So you might have one department that manages the products via CSV files, and you might have another department that manages similar types of products, let’s say via a SQL database. I mean, this is possible. So you might have data that’s coming from different source systems. So now let’s say that you have two source systems, Source System A and Source System B. Now, just for the easy understanding of dimension tables, I am showing both systems’ tables over here. So each table has a product ID and a product name. The difference is that the products are based on course names, whereas here the products are based on books. So let’s say that the company is selling both courses and books based on those courses as well.

So one could be video courses, and the other could be books based on those courses themselves. And let’s say you have one department that manages the products based on the courses and another department that manages the products based on the books. Now, both of these tables have the same product ID but different product names. And let’s say that you now need to build a dimension table based on the data from these different source systems. So, if I only had the product ID, the product name, and the product price, there will be a problem when you start building your final report, especially if it’s based on the product ID.

So in your source system, you might have the product ID, which has helped uniquely identify that product within that particular source system. But now, when it comes to your product dimension table, it’s becoming difficult to identify the product based on just the product ID. So what you will normally do is make this a practice. So when you build your dimension table, you will be creating an extra column that will help uniquely identify the row within that dimension table. This is normally known as the surrogate key. This helps to uniquely identify each row in the table. Now, when it comes to Azure Synapse, you can just easily create something known as an “identity column” to generate this unique ID. So this unique ID can just be a simple number, a simple integer, to just represent how to uniquely identify the row in the dimension table. So this is one of the important concepts I actually want to introduce when it comes to building your dimension table.
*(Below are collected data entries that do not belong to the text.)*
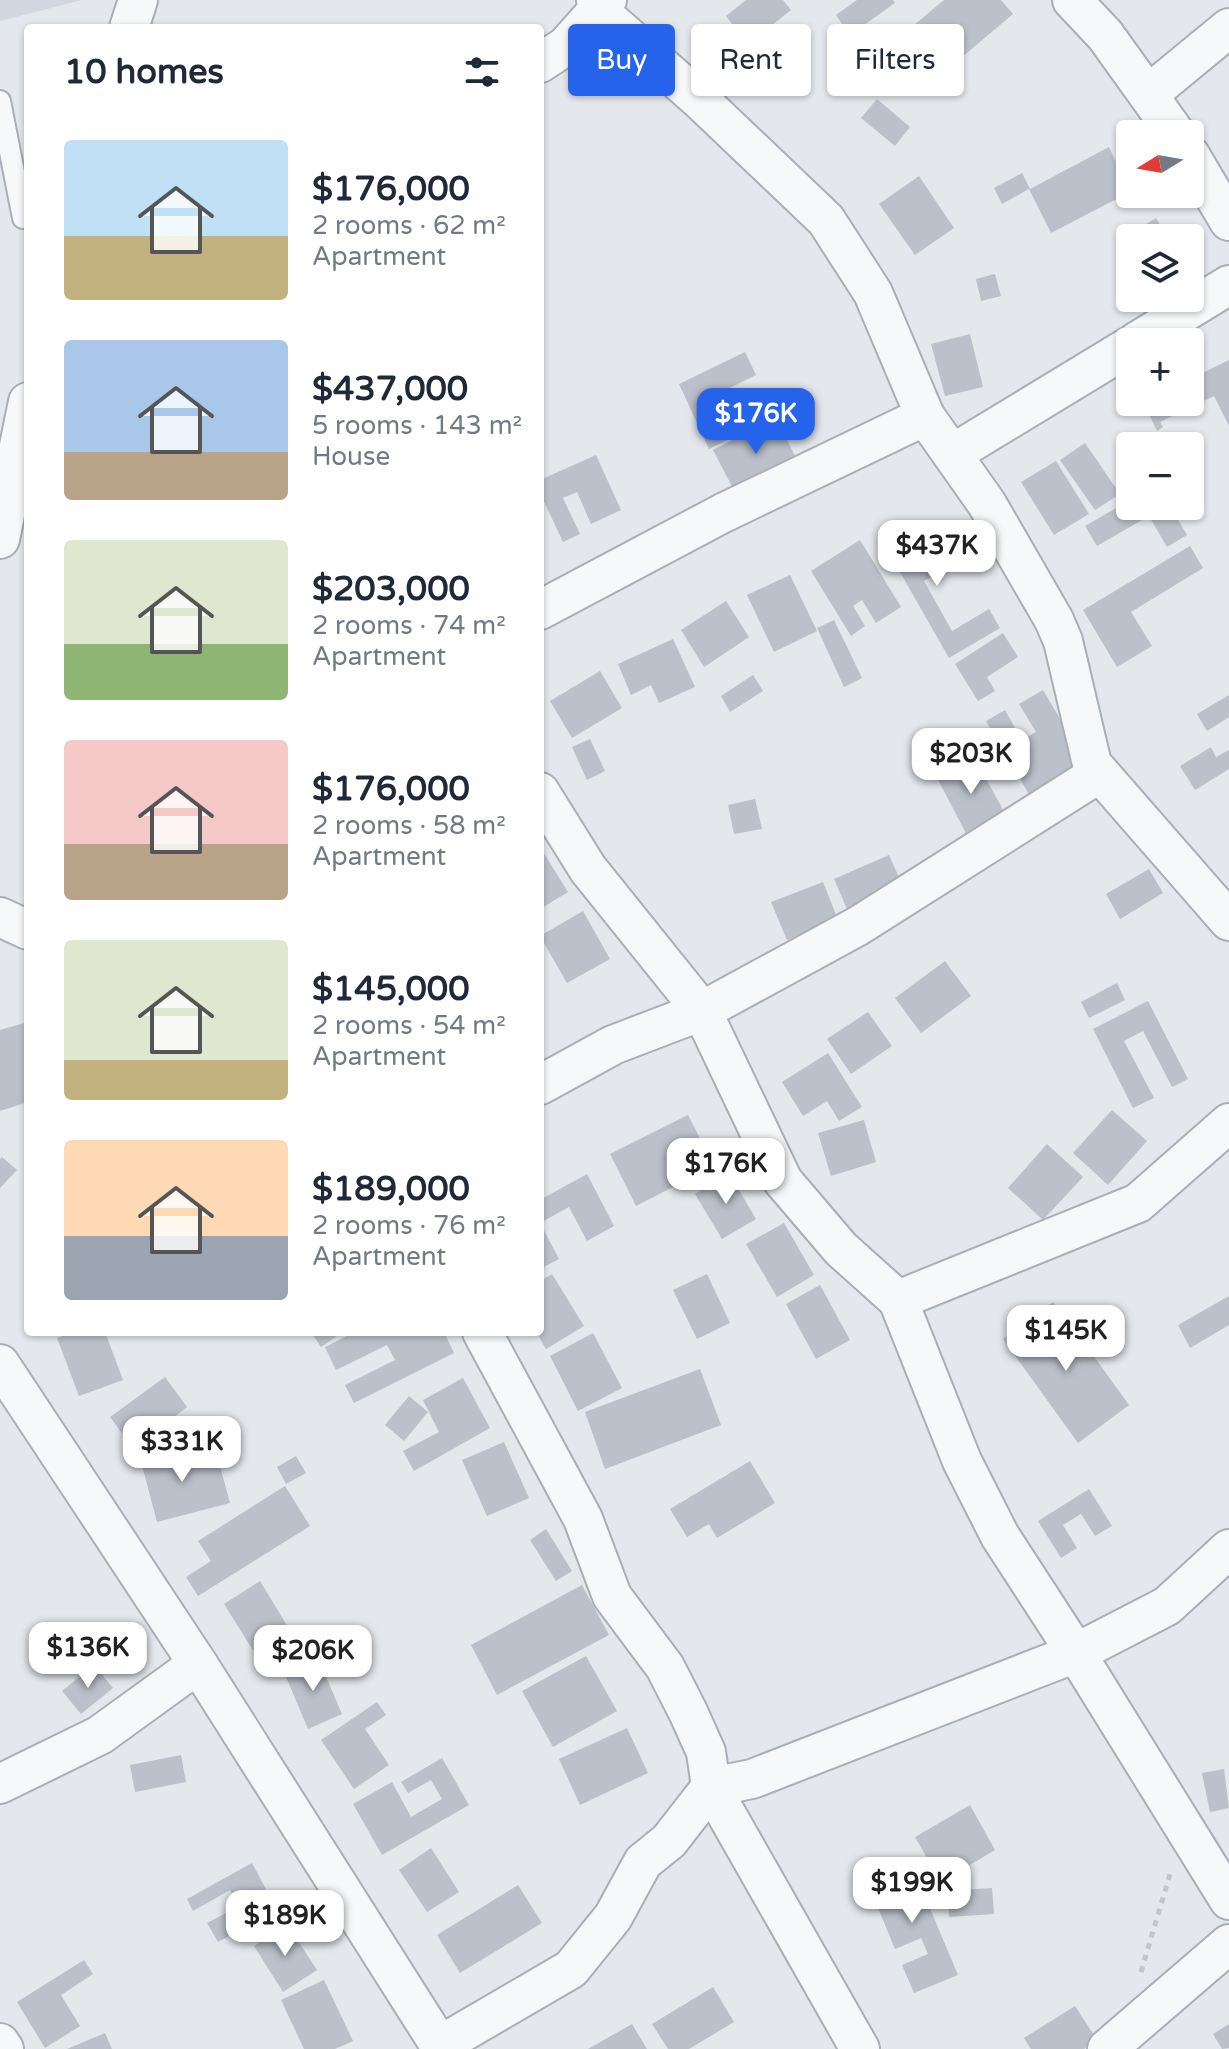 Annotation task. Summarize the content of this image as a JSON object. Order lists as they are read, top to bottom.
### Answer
{
  "north": "left",
  "page": {
    "chip": ["Buy", "Rent", "Filters"],
    "heading": "10 homes",
    "map_buttons": ["+", "−"],
    "list": [
      {
        "name": "$176,000",
        "note": "2 rooms · 62 m² · Apartment"
      },
      {
        "name": "$437,000",
        "note": "5 rooms · 143 m² · House"
      },
      {
        "name": "$203,000",
        "note": "2 rooms · 74 m² · Apartment"
      },
      {
        "name": "$176,000",
        "note": "2 rooms · 58 m² · Apartment"
      },
      {
        "name": "$145,000",
        "note": "2 rooms · 54 m² · Apartment"
      },
      {
        "name": "$189,000",
        "note": "2 rooms · 76 m² · Apartment"
      }
    ],
    "price": [
      "$176K",
      "$437K",
      "$203K",
      "$176K",
      "$145K",
      "$331K",
      "$136K",
      "$206K",
      "$199K",
      "$189K"
    ]
  }
} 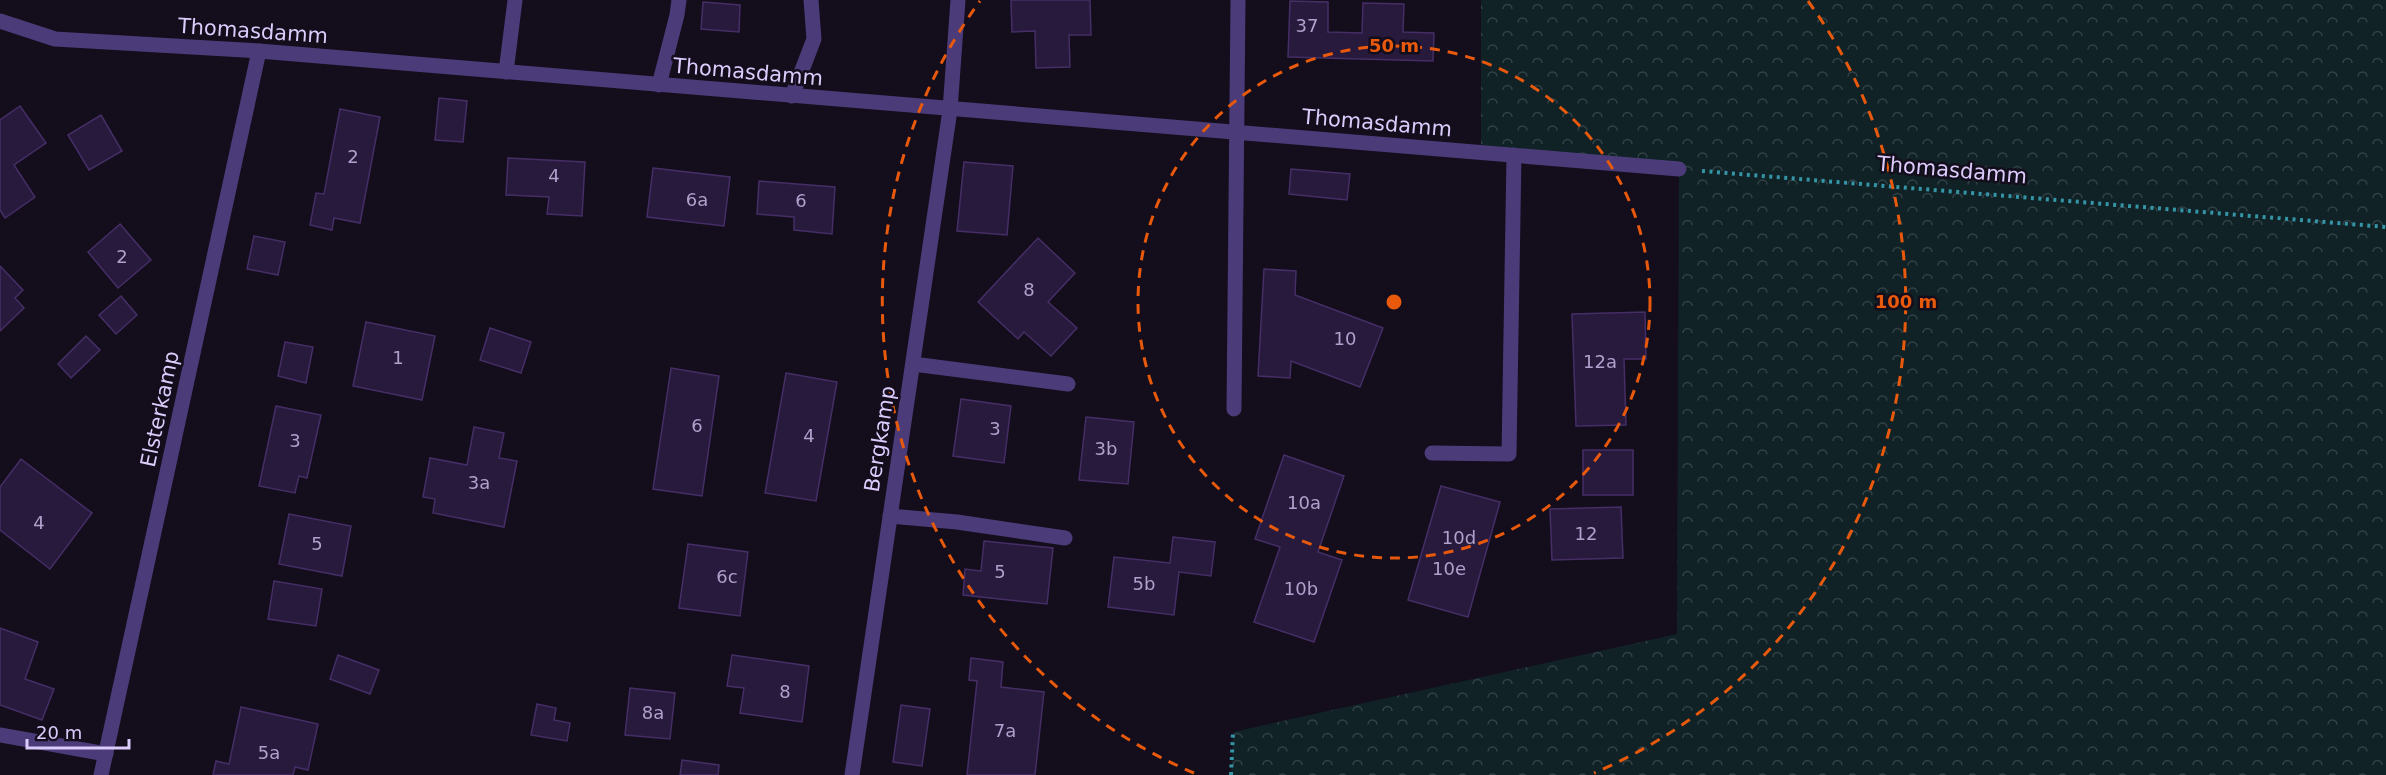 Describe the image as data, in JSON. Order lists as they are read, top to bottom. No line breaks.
{"streets":{"street":["Thomasdamm","Elsterkamp","Bergkamp"]},"crossings":[["Thomasdamm","Elsterkamp"],["Thomasdamm","Bergkamp"]],"house_numbers":["37","2","4","6a","6","2","8","10","1","12a","6","3","4","3","3b","3a","10a","4","12","10d","5","10e","5","6c","5b","10b","8","8a","7a","5a"],"scale_bar":"20 m","rings":["50 m","100 m"]}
Now, some other important points when it comes to building your dimension table So try not to have null values when it comes to the properties in your dimension table, because remember, you’re using a dimension table to perform analysis on the details in your fact table. So having null values will not give the desired results when you’re using the reporting tools. Also, you can’t try to replace null values with some default values, but again, this depends on the type of reports that you are trying to build. So again, it’s up to you to decide what you should do with those rows that have null values, right? So in this chapter, I just want to go through some extra concepts when it comes to building your dimension tables.
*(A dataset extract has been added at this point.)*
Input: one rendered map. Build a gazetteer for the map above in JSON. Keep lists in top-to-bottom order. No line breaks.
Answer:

24. Lab – Building a data warehouse – Setting up the database

Now, in order to see an example of how to build fact and dimension tables, I’m again going to be looking at using the Adventure Works sample database. So if you don’t have any data to work with, you can actually use this Adventure Works sample database. If you have your own data, you can actually use the same concepts to build the fact and dimension tables.

Now, in the earlier chapter, we saw how to look at the sample data that is available in the Adventure Works database. So if I go on to the Object Explorer, we had already done this earlier on, but this is a very light version of the Adventure Works database, and this won’t be enough to actually build our fact and dimension tables. I want more. I’d like to show you how to properly build your fact and dimension tables to some extent. Obviously, there is a lot that actually goes into building your dimension tables, but just to get an idea, I want to have more data in place before building the fact and dimension tables.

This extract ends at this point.